As I continue to explore/evaluate the relevance of the SEMAT Kernel to the future of software engineering, I’m finding that I’m liking it less and less. (For a quick introduction to the SEMAT Kernel, please go read this post, “Revolution, Or Malarkey?“, and then return back here if you’re still interested in what BD00 has to say.)
One of the principal creators of the SEMAT movement, Ivar Jacobson, subjectively asserts that:
“…using the SEMAT kernel to drive team behavior makes the team result focused instead of document driven or activity centric.” – Ivar Jacobson
Using the patented BD00 method of distorted analysis, let’s explore this bold proclamation further.

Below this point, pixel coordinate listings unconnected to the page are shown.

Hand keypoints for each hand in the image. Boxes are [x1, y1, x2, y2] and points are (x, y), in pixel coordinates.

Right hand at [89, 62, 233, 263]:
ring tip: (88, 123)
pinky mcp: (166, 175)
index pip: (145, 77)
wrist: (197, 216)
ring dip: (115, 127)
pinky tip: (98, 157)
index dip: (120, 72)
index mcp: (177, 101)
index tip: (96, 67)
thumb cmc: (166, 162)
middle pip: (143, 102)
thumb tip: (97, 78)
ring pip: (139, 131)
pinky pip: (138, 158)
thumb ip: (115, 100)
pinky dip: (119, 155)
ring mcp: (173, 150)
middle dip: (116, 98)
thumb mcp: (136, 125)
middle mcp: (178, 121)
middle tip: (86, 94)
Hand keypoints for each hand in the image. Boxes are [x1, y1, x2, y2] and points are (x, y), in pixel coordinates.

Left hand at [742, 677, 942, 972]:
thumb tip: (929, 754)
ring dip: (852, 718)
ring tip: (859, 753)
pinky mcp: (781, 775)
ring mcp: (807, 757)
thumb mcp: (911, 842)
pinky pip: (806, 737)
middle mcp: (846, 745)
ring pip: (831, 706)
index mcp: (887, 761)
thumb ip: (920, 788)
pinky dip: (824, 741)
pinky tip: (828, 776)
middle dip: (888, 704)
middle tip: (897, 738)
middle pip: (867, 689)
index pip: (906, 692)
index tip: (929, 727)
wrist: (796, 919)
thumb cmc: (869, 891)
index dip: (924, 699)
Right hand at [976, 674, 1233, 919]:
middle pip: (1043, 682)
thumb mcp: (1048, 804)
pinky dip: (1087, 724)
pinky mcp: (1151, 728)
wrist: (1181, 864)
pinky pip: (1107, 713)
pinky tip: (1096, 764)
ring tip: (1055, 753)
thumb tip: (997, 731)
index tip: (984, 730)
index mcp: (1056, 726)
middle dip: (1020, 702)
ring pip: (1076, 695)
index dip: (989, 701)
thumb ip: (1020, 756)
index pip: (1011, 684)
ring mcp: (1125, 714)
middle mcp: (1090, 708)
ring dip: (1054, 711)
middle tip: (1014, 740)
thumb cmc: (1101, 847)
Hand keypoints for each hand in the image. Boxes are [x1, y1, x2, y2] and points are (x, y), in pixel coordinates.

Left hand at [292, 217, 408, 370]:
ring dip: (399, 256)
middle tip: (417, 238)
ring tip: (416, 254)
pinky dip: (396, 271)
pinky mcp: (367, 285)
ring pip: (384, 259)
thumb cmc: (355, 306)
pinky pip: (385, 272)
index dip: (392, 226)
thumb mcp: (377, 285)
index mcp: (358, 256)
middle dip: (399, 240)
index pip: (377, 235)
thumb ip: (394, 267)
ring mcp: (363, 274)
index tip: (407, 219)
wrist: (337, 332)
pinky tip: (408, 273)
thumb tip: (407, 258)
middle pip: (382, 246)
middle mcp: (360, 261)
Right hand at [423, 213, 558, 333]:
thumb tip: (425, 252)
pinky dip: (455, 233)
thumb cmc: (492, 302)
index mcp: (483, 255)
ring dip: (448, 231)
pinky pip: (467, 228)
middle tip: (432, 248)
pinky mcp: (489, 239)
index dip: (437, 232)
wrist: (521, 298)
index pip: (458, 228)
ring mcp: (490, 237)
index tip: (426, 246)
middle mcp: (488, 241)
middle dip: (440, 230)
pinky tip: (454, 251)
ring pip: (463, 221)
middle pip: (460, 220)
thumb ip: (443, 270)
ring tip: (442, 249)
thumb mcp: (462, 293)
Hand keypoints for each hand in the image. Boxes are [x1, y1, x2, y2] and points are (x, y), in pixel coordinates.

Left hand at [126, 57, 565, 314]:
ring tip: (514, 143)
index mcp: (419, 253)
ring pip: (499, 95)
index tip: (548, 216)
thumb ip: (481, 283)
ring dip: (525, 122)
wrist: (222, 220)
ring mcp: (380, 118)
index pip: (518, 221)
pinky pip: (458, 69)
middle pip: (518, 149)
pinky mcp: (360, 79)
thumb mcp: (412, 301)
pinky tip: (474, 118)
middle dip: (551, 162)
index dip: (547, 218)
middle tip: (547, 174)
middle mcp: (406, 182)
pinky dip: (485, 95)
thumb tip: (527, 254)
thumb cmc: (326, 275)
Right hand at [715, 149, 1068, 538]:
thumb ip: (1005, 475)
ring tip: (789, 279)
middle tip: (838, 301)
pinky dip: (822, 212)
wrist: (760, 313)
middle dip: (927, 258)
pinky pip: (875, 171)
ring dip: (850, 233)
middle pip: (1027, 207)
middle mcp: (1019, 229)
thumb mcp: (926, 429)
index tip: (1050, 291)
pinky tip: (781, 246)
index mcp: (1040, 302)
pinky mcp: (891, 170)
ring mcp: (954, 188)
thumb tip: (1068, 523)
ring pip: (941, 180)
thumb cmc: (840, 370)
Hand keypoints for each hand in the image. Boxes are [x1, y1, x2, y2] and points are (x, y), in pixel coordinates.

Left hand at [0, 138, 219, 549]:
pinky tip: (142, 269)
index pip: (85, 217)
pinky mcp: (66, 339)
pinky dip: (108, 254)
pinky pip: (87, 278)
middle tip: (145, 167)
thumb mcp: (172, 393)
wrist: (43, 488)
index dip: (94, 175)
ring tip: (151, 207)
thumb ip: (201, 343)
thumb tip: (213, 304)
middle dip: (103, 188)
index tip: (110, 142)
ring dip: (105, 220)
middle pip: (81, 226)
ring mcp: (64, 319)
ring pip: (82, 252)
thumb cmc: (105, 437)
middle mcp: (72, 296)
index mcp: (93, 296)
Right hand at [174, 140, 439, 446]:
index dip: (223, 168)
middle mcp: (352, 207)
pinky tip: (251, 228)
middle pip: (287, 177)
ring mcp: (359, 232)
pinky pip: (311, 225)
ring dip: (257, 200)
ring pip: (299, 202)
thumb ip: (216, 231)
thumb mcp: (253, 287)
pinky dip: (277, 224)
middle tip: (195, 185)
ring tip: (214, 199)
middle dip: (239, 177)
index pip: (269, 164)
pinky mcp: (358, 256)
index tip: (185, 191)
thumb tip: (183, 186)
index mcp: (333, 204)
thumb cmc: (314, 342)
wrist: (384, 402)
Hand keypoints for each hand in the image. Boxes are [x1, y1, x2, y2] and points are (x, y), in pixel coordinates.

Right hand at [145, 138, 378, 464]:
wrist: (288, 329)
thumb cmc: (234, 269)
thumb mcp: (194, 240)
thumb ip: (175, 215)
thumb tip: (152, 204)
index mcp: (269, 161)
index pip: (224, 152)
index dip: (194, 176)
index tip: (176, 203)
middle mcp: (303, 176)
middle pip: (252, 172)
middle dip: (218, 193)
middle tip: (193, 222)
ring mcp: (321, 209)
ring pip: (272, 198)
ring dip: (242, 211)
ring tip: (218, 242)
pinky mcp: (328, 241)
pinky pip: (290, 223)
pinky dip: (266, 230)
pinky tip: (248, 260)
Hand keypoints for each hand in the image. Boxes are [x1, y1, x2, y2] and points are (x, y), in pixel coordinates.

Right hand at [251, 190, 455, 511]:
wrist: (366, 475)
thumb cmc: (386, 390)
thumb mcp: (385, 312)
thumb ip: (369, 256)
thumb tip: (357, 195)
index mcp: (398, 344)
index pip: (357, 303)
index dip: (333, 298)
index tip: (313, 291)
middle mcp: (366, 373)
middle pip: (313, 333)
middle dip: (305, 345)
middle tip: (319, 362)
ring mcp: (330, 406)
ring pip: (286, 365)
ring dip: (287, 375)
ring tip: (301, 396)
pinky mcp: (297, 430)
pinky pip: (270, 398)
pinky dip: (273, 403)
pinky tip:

In the current definition of the SEMAT kernel, each of the seven top-level alphas in the SEMAT Kernel has a state whose value at any given moment is determined by the sub-states of a set of criteria items in a checklist. In addition, each sub-alpha itself has a checklist-determined state.
“Each state has a checklist that specifies the criteria needed to reach the state. It is these states that make the kernel actionable and enable it to guide the behavior of software development teams.” – “The Essence Of Software Engineering“
So, let’s look at some numbers for a small, hypothetical, SEMAT-based project. Assume the following definition of our project:
- 7 Alphas
- Each alpha has 3 Sub-Alphas
- Each checklist has 5 Items
With these metrics characterizing our project, we need to continuously track/update:
- 7 alpha states
- 7 * 3 = 21 Sub-alpha states
- 7 * 3 * 5 = 105 checklist item states
Man, that’s a lotto states for our relatively small, 21 sub-alpha project, no? It seems like the SEMAT team could be spending a lot of time in a state of confusion updating the checklist document(s) that dynamically track the state values. Thus,
“…using the SEMAT kernel to drive team behavior makes the team state focused instead of result focused.” – BD00
Unless result == state, Ivar may be mistaken.